[Dataset entries]
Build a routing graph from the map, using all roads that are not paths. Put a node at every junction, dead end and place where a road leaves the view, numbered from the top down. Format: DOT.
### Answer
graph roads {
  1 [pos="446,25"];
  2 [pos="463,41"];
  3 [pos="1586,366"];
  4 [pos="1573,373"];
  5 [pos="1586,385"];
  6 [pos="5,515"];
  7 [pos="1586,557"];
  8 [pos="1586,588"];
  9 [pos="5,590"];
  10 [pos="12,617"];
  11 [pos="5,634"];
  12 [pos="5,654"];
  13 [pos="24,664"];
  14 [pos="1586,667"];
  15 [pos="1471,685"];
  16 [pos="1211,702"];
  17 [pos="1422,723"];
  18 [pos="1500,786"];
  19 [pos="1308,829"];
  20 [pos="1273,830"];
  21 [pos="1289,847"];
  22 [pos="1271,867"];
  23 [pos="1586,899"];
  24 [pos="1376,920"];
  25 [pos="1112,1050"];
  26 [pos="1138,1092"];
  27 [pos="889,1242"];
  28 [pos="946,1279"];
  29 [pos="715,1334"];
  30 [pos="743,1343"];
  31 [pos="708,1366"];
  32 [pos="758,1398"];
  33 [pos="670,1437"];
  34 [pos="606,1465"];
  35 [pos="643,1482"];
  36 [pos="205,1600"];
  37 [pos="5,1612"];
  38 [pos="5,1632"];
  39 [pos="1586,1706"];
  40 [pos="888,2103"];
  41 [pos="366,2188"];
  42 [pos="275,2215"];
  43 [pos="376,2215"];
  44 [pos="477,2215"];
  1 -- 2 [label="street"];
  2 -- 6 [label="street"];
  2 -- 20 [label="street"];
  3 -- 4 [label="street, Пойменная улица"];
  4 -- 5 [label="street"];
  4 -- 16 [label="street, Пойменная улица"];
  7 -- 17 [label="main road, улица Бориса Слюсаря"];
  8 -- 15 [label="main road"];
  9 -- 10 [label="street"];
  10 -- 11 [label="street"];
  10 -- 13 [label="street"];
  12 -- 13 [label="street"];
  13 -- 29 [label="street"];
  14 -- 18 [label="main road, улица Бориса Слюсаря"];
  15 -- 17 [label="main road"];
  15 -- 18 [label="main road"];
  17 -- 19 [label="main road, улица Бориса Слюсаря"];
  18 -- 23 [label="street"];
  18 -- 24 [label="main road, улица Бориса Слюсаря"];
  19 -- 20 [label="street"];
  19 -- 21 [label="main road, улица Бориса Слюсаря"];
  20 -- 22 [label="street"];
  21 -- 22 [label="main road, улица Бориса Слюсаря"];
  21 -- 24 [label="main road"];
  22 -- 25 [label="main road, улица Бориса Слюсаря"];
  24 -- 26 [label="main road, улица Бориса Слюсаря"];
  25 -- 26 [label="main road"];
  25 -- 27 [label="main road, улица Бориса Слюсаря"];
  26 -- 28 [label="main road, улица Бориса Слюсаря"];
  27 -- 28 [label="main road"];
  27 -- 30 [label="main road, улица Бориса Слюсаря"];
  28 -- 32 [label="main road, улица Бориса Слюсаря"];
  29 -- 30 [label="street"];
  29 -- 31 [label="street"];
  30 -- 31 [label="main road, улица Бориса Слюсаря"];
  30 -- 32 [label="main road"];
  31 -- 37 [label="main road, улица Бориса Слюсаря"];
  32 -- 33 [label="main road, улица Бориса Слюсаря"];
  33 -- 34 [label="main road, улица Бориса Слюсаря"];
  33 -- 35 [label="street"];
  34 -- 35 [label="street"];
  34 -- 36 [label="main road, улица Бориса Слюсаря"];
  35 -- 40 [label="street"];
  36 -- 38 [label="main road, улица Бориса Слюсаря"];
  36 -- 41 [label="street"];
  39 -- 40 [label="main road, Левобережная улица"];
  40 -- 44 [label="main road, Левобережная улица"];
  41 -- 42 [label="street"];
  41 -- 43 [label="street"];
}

Work request>
The answer must consist of every entry, set down exactly as given.

Reply to the exercise>
Build a routing graph from the map, using all roads that are not paths. Put a node at every junction, dead end and place where a road leaves the view, numbered from the top down. Format: DOT.
### Answer
graph roads {
  1 [pos="446,25"];
  2 [pos="463,41"];
  3 [pos="1586,366"];
  4 [pos="1573,373"];
  5 [pos="1586,385"];
  6 [pos="5,515"];
  7 [pos="1586,557"];
  8 [pos="1586,588"];
  9 [pos="5,590"];
  10 [pos="12,617"];
  11 [pos="5,634"];
  12 [pos="5,654"];
  13 [pos="24,664"];
  14 [pos="1586,667"];
  15 [pos="1471,685"];
  16 [pos="1211,702"];
  17 [pos="1422,723"];
  18 [pos="1500,786"];
  19 [pos="1308,829"];
  20 [pos="1273,830"];
  21 [pos="1289,847"];
  22 [pos="1271,867"];
  23 [pos="1586,899"];
  24 [pos="1376,920"];
  25 [pos="1112,1050"];
  26 [pos="1138,1092"];
  27 [pos="889,1242"];
  28 [pos="946,1279"];
  29 [pos="715,1334"];
  30 [pos="743,1343"];
  31 [pos="708,1366"];
  32 [pos="758,1398"];
  33 [pos="670,1437"];
  34 [pos="606,1465"];
  35 [pos="643,1482"];
  36 [pos="205,1600"];
  37 [pos="5,1612"];
  38 [pos="5,1632"];
  39 [pos="1586,1706"];
  40 [pos="888,2103"];
  41 [pos="366,2188"];
  42 [pos="275,2215"];
  43 [pos="376,2215"];
  44 [pos="477,2215"];
  1 -- 2 [label="street"];
  2 -- 6 [label="street"];
  2 -- 20 [label="street"];
  3 -- 4 [label="street, Пойменная улица"];
  4 -- 5 [label="street"];
  4 -- 16 [label="street, Пойменная улица"];
  7 -- 17 [label="main road, улица Бориса Слюсаря"];
  8 -- 15 [label="main road"];
  9 -- 10 [label="street"];
  10 -- 11 [label="street"];
  10 -- 13 [label="street"];
  12 -- 13 [label="street"];
  13 -- 29 [label="street"];
  14 -- 18 [label="main road, улица Бориса Слюсаря"];
  15 -- 17 [label="main road"];
  15 -- 18 [label="main road"];
  17 -- 19 [label="main road, улица Бориса Слюсаря"];
  18 -- 23 [label="street"];
  18 -- 24 [label="main road, улица Бориса Слюсаря"];
  19 -- 20 [label="street"];
  19 -- 21 [label="main road, улица Бориса Слюсаря"];
  20 -- 22 [label="street"];
  21 -- 22 [label="main road, улица Бориса Слюсаря"];
  21 -- 24 [label="main road"];
  22 -- 25 [label="main road, улица Бориса Слюсаря"];
  24 -- 26 [label="main road, улица Бориса Слюсаря"];
  25 -- 26 [label="main road"];
  25 -- 27 [label="main road, улица Бориса Слюсаря"];
  26 -- 28 [label="main road, улица Бориса Слюсаря"];
  27 -- 28 [label="main road"];
  27 -- 30 [label="main road, улица Бориса Слюсаря"];
  28 -- 32 [label="main road, улица Бориса Слюсаря"];
  29 -- 30 [label="street"];
  29 -- 31 [label="street"];
  30 -- 31 [label="main road, улица Бориса Слюсаря"];
  30 -- 32 [label="main road"];
  31 -- 37 [label="main road, улица Бориса Слюсаря"];
  32 -- 33 [label="main road, улица Бориса Слюсаря"];
  33 -- 34 [label="main road, улица Бориса Слюсаря"];
  33 -- 35 [label="street"];
  34 -- 35 [label="street"];
  34 -- 36 [label="main road, улица Бориса Слюсаря"];
  35 -- 40 [label="street"];
  36 -- 38 [label="main road, улица Бориса Слюсаря"];
  36 -- 41 [label="street"];
  39 -- 40 [label="main road, Левобережная улица"];
  40 -- 44 [label="main road, Левобережная улица"];
  41 -- 42 [label="street"];
  41 -- 43 [label="street"];
}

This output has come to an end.